This blog looks at the criminal justice system’s treatment of delayed complaint, and whether there is a need for further change.

Historical assumptions

The law has traditionally treated delayed complaints as less reliable than immediate ones.

Courts have reflected this approach in what is known as a ‘Crofts warning’ to the jury(1996), which says that changes in legislation do not necessarily alter the “general rule” of a previous case Kilby v Queen (1973).

In Kilby, Barwick CJ said that “… just as the fact of a proximate complaint tends to support credibility of the complainant, so its absence may be a considerable factor where a tribunal of fact is deciding on the credibility of the complainant.”

Gaudron, Gummow and Hayne JJ explained in Graham v The Queen [1998]:

“the general assumption is that the victim of sexual offences will complain at the first reasonable opportunity and, if complaint is not then made, a subsequent complaint is likely to be false.”

This view presents an obstacle for those who make complaints years or decades after an alleged assault, just as delayed complaints can make it much harder for defendants to remember and gather evidence about events stretching back many years.

Recent Research

Delay of complaint is a common feature of sexual assault cases, particularly where the complainant was a child and knew the accused.

In such cases, the alleged offender is likely to be a trusted adult – such as a family member, teacher, coach or spiritual leader.

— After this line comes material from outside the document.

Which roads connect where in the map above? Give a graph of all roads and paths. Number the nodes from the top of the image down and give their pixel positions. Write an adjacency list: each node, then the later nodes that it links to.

The Australian Law Reform Commission (ALRC) found that a child’s failure to immediately report may be an “adaptive and rational response” where:

• The adult is in a position of power,

• The complainant fears the disapproval of family and friends,

• The complainant believes they are at fault, and/or

• The complainant feels they will be disbelieved or not be taken seriously.

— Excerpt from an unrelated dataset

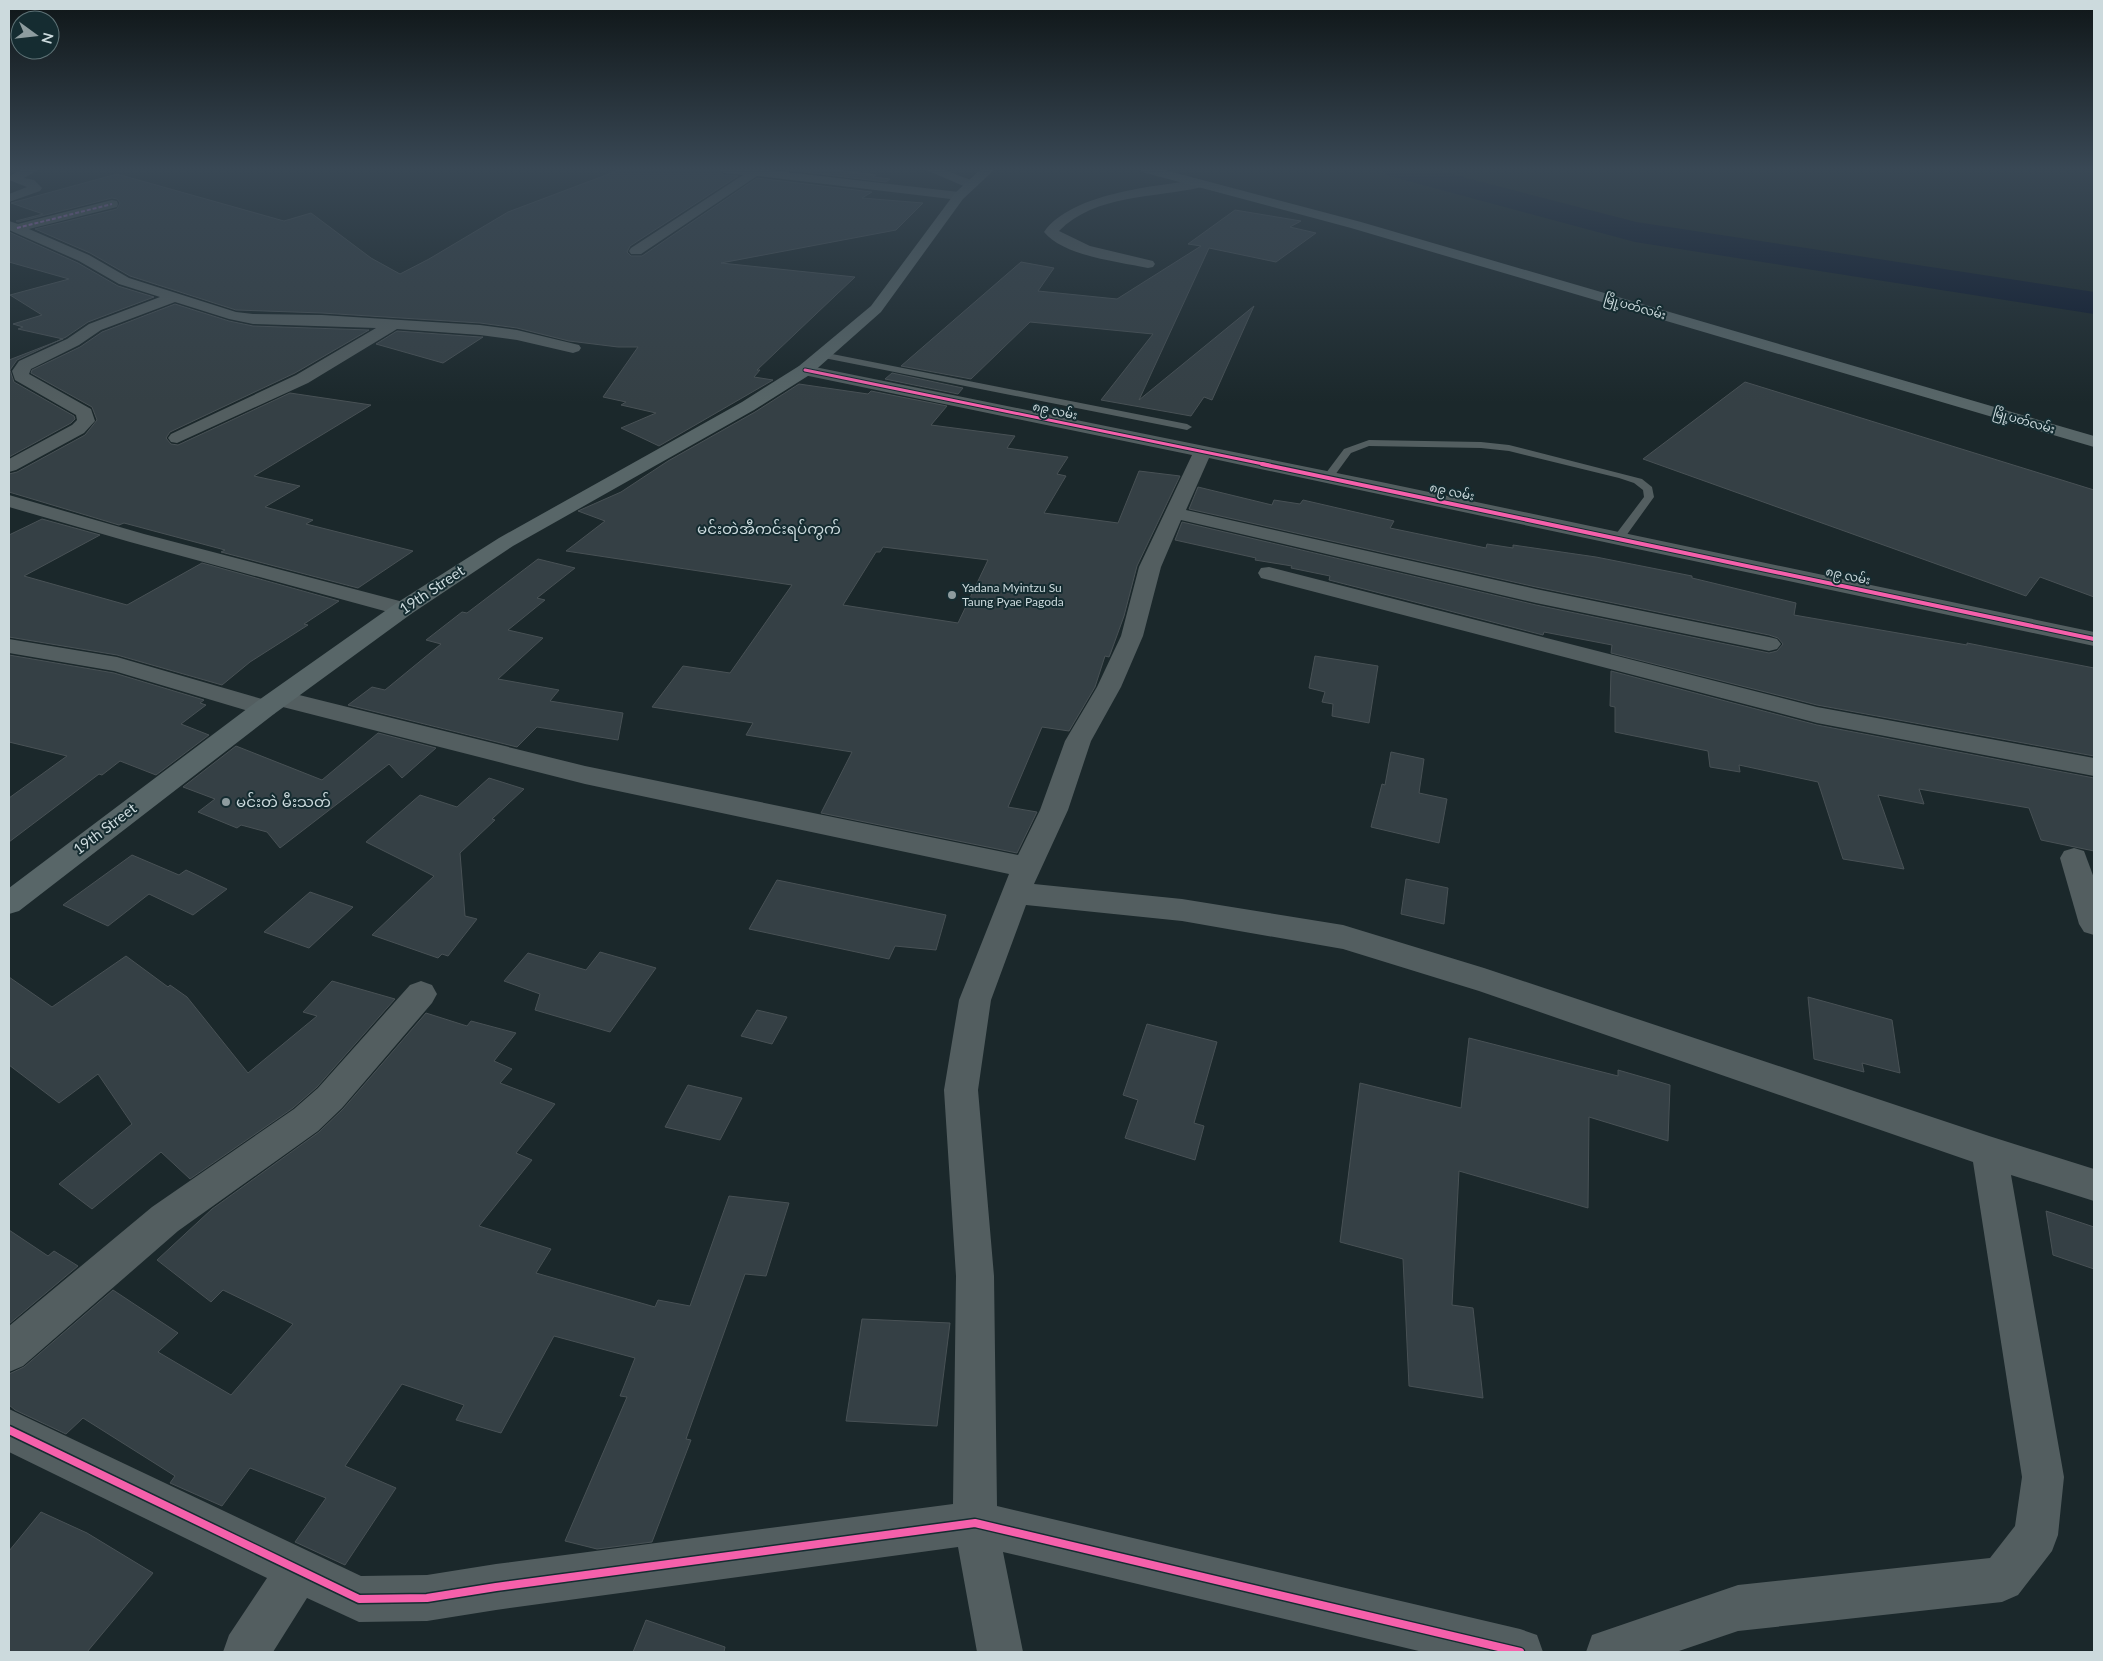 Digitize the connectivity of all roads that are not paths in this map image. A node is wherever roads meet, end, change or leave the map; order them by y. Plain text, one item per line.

The ALRC’s research also suggests that “there is no logical nexus between delay in complaint and fabrication, particularly as it has been shown that delay in complaint is typical.”

For this reason, the use of the Crofts warning – or any warning which calls into question the reliability of a delayed complaint – has been criticised as unfair to the complainant.


Taking into account the ALRC’s findings, the NSW Parliament passed legislation in 2003 to diminish the adverse effect of delay to the prosecution case.

Section 294(2) of the Criminal Procedure Act now provides that, where there has been a delay in the reporting of a prescribed sexual offence, the Judge must:

(a) Warn the jury that absence of complaint or delay in complaining does not necessarily indicate that the allegation that the offence was committed is false, and

(b) Inform the jury that there may be good reasons why a victim of a sexual assault may hesitate in making, or may refrain from making, a complaint about the assault, and

(c) Not warn the jury that delay in complaining is relevant to the victim’s credibility unless there is sufficient evidence to justify such a warning.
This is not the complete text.